Friday, July 6, 2012

2012-07-05: Exploring the WAC: Challenges in Providing Access to the World's Web Archives

The Web Archive Cooperative (WAC) held its 2012 Summer Workshop June 29–30 at Stanford University Palo Alto, California. The workshop focused on the challenges (and some solutions) of providing easy access to the World’s web archives. The WS-DL Research Group had six members in attendance.

Memento and Source Code Repositories — Harihar Shankar (LANL) 

Memento allows temporal access to web resources using datetime. Version control services such as GitHub also allow temporal access, but using a version number instead of datetime. Harihar Shankar of the Los Alamos National Laboratory (LANL) Research Library presented Memento and a Memento/GitHub proxy prototyped at LANL. The proxy enables access to GitHub projects through datetime. For many use cases, datetime is much simpler that Git’s 25-hex-character commit id.

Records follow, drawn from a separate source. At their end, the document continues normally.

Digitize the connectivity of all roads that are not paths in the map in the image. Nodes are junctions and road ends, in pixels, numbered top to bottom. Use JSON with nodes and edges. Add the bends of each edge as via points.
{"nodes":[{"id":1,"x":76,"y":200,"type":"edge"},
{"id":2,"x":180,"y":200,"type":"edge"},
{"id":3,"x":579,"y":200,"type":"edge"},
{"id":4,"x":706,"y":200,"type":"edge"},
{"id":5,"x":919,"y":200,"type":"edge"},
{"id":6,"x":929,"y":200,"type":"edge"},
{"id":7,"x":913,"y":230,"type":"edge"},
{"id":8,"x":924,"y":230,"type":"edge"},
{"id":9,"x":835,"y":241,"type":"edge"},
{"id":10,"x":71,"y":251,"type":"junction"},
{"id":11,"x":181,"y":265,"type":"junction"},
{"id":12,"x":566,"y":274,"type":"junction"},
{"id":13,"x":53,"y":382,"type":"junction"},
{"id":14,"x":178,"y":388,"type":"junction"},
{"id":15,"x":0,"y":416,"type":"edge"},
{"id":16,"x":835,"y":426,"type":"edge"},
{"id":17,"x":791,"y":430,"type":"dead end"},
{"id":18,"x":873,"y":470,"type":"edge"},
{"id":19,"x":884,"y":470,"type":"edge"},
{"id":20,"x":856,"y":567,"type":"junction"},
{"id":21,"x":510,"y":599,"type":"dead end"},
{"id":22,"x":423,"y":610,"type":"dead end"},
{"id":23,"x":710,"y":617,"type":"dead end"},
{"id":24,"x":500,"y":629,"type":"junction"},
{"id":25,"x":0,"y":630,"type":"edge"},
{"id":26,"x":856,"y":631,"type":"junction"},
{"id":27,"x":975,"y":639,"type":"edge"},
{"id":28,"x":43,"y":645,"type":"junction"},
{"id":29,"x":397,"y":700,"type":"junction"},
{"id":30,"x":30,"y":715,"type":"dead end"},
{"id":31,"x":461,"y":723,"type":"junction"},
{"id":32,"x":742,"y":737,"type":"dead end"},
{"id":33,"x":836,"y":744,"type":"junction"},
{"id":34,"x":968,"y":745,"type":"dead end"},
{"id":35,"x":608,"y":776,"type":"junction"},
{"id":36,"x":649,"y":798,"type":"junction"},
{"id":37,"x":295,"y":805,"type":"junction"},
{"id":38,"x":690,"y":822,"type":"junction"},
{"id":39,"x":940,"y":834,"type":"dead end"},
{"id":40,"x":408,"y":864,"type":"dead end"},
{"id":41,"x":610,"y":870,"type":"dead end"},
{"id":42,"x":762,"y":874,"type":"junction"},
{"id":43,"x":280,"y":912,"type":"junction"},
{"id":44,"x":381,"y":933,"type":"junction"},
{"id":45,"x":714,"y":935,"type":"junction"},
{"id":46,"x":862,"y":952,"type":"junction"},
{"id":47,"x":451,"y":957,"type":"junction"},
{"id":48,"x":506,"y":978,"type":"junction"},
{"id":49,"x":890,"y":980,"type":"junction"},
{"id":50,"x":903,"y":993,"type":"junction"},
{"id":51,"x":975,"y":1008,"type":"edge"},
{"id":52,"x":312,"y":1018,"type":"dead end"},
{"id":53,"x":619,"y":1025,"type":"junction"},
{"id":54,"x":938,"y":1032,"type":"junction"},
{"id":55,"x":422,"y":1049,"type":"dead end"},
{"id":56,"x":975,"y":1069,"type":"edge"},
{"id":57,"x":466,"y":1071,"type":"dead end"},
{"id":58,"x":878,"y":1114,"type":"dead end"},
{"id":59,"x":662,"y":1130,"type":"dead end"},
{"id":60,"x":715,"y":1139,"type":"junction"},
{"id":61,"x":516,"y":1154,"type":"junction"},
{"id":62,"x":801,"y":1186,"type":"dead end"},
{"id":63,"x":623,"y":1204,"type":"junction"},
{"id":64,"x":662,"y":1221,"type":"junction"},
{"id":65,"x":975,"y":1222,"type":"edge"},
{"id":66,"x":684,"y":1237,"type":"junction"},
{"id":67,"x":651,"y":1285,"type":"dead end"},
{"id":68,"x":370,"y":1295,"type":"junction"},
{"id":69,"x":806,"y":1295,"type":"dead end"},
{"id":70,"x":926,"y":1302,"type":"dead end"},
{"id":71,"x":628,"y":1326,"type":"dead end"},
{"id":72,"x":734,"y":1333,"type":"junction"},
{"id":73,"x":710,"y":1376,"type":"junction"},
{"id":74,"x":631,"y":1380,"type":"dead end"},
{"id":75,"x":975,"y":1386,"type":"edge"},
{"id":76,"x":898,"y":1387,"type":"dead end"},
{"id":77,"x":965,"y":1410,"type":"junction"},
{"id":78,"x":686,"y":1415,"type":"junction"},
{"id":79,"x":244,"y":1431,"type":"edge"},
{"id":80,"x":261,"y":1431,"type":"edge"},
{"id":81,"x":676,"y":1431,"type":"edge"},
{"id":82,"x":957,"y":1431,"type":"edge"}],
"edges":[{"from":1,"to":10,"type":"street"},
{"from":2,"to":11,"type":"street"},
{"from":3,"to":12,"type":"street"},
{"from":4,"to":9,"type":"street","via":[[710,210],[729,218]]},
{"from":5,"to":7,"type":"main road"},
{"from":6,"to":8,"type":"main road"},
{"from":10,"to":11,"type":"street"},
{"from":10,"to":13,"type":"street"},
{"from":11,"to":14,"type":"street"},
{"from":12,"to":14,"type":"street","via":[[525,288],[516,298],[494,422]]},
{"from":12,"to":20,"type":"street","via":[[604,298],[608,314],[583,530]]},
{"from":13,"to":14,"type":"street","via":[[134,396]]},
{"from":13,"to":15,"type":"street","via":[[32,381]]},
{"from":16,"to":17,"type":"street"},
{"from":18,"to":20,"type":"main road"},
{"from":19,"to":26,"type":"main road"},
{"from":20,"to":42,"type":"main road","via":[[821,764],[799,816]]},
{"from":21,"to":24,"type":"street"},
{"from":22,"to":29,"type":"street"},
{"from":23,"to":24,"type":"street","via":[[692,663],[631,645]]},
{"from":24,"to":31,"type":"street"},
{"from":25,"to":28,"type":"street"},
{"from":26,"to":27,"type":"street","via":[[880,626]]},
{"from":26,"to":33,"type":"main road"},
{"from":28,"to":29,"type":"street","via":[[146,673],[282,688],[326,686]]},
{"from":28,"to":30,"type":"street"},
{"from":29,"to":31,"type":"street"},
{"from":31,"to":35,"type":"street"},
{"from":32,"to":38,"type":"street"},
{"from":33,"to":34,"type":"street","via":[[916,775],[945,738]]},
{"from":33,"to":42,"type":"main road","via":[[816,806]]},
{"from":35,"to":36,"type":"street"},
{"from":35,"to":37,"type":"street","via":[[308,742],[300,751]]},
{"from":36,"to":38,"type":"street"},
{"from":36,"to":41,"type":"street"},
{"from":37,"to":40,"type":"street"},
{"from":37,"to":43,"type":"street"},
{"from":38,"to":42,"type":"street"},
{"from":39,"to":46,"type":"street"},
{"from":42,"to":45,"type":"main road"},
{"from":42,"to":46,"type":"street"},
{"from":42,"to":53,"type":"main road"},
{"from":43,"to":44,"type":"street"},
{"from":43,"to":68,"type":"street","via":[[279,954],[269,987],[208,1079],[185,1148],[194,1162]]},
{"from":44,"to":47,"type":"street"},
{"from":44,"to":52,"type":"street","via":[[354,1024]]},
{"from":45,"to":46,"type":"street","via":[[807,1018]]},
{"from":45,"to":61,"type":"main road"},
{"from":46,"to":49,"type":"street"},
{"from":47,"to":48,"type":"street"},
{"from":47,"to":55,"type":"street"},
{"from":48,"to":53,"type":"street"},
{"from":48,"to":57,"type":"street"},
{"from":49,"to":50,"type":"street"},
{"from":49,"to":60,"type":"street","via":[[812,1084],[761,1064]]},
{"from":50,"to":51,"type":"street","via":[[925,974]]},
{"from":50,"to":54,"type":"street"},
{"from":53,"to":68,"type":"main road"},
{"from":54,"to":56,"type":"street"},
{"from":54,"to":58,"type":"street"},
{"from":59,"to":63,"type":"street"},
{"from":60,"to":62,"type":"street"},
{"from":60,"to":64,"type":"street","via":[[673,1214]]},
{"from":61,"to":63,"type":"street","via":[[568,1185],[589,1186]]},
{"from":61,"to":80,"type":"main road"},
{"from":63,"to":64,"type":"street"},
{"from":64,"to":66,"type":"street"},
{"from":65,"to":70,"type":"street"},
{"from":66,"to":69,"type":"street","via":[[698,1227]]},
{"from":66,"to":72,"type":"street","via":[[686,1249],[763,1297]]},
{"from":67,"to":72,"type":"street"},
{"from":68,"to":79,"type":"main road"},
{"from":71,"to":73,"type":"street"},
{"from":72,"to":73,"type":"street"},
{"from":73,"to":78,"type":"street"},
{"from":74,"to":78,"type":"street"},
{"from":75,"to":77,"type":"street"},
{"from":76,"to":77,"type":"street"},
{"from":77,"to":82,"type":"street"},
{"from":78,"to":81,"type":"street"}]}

A Research Agenda for “Obsolete Data or Resources” — Michael Nelson (ODU)

Old Dominion University’s Michael Nelson presented WAC’s research agenda for obsolete data and resources. His presentation covered the public’s misconceptions about web archiving, where the web archiving community can improve, the origin of the current notion of time on the web, the gaps bridged by Memento, and some of the progress made to date. Many details and examples are available in the slides.

Building Full Text Indexes of Web Content using Open Source Tools — Erik Hetzner (California Digital Library)

Google knows how to index the Web and allow casual users to discover resources in mere seconds. Add time to the mix and current indexing and search solutions break down. Eric Hetzner described the challenges and approaches of temporal currently being address at California Digital Library (CDL). CDL has 49 public archives, 19 partners, and nearly 1 billion URLs across archives of 3684 web sites. Nearly 50TB of archives must be stored, indexed, archived, and searched. CDL’s current solutions, which use NutchWAX, do not easily allow for deduplication, metadata indexing, and other optimizations. These and other architectural limitations motivated CDL to begin building anew.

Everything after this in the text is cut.